***** RECORDS TO USE
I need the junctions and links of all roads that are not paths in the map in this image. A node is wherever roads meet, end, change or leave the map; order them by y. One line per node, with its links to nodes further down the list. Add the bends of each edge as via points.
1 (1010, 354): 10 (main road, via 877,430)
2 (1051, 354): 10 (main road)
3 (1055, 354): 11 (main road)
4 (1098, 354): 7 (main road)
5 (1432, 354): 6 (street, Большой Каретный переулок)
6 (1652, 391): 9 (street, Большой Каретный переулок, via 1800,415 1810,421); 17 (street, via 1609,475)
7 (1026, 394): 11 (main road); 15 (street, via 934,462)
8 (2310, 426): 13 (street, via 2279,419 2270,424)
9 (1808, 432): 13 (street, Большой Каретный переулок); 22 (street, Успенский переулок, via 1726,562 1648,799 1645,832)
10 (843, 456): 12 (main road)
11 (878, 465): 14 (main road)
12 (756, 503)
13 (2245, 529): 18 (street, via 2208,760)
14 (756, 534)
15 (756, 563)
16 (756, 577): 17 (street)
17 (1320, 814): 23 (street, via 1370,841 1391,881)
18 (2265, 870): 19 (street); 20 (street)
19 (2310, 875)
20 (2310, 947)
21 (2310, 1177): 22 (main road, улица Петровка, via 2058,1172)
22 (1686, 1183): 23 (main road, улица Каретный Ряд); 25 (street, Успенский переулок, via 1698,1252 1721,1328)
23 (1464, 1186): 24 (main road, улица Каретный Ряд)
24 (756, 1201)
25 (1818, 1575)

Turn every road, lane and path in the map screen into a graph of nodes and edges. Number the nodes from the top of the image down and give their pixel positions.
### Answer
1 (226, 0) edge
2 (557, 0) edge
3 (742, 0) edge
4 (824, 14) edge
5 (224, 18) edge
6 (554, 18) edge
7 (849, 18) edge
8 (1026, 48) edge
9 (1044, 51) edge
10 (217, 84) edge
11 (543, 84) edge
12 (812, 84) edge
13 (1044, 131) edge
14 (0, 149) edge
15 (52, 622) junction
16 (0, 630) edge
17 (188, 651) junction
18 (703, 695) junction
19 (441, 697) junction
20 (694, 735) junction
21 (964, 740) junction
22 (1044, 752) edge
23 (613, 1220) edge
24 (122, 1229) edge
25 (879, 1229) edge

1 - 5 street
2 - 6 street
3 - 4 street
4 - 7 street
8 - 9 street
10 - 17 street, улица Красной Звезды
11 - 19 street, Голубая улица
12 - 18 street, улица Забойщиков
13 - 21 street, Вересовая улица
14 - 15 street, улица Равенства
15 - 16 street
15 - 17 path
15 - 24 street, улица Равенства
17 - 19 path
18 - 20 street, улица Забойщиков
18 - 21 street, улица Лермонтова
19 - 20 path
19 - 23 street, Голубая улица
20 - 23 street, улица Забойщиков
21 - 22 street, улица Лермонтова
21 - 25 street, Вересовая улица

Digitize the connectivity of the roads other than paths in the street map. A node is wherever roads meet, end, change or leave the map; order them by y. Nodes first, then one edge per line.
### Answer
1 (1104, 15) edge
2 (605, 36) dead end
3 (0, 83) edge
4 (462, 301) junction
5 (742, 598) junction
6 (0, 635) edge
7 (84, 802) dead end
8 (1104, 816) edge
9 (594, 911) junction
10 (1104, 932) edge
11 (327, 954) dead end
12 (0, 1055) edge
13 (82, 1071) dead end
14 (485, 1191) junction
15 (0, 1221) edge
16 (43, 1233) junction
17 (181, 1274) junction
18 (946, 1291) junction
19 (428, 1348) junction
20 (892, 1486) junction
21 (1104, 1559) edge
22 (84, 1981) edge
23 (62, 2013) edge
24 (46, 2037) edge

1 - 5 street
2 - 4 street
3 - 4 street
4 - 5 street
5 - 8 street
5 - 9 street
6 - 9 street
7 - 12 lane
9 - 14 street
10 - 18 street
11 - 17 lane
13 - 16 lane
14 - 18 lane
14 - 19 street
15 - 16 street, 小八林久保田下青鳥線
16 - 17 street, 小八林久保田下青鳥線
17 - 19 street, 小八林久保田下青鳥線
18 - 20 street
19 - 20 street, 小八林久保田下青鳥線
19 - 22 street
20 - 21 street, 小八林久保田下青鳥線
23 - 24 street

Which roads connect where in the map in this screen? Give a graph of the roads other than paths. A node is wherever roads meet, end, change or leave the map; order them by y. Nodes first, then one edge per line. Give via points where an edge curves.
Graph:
**********
Reproduce only the lines between the line containing "Digitize the connectivity" and the last line of the records, those two lines included, exactly.

* PROBLEM SOLUTION:
Digitize the connectivity of the roads other than paths in the street map. A node is wherever roads meet, end, change or leave the map; order them by y. Nodes first, then one edge per line.
### Answer
1 (1104, 15) edge
2 (605, 36) dead end
3 (0, 83) edge
4 (462, 301) junction
5 (742, 598) junction
6 (0, 635) edge
7 (84, 802) dead end
8 (1104, 816) edge
9 (594, 911) junction
10 (1104, 932) edge
11 (327, 954) dead end
12 (0, 1055) edge
13 (82, 1071) dead end
14 (485, 1191) junction
15 (0, 1221) edge
16 (43, 1233) junction
17 (181, 1274) junction
18 (946, 1291) junction
19 (428, 1348) junction
20 (892, 1486) junction
21 (1104, 1559) edge
22 (84, 1981) edge
23 (62, 2013) edge
24 (46, 2037) edge

1 - 5 street
2 - 4 street
3 - 4 street
4 - 5 street
5 - 8 street
5 - 9 street
6 - 9 street
7 - 12 lane
9 - 14 street
10 - 18 street
11 - 17 lane
13 - 16 lane
14 - 18 lane
14 - 19 street
15 - 16 street, 小八林久保田下青鳥線
16 - 17 street, 小八林久保田下青鳥線
17 - 19 street, 小八林久保田下青鳥線
18 - 20 street
19 - 20 street, 小八林久保田下青鳥線
19 - 22 street
20 - 21 street, 小八林久保田下青鳥線
23 - 24 street

Which roads connect where in the map in this screen? Give a graph of the roads other than paths. A node is wherever roads meet, end, change or leave the map; order them by y. Nodes first, then one edge per line. Give via points where an edge curves.
Graph:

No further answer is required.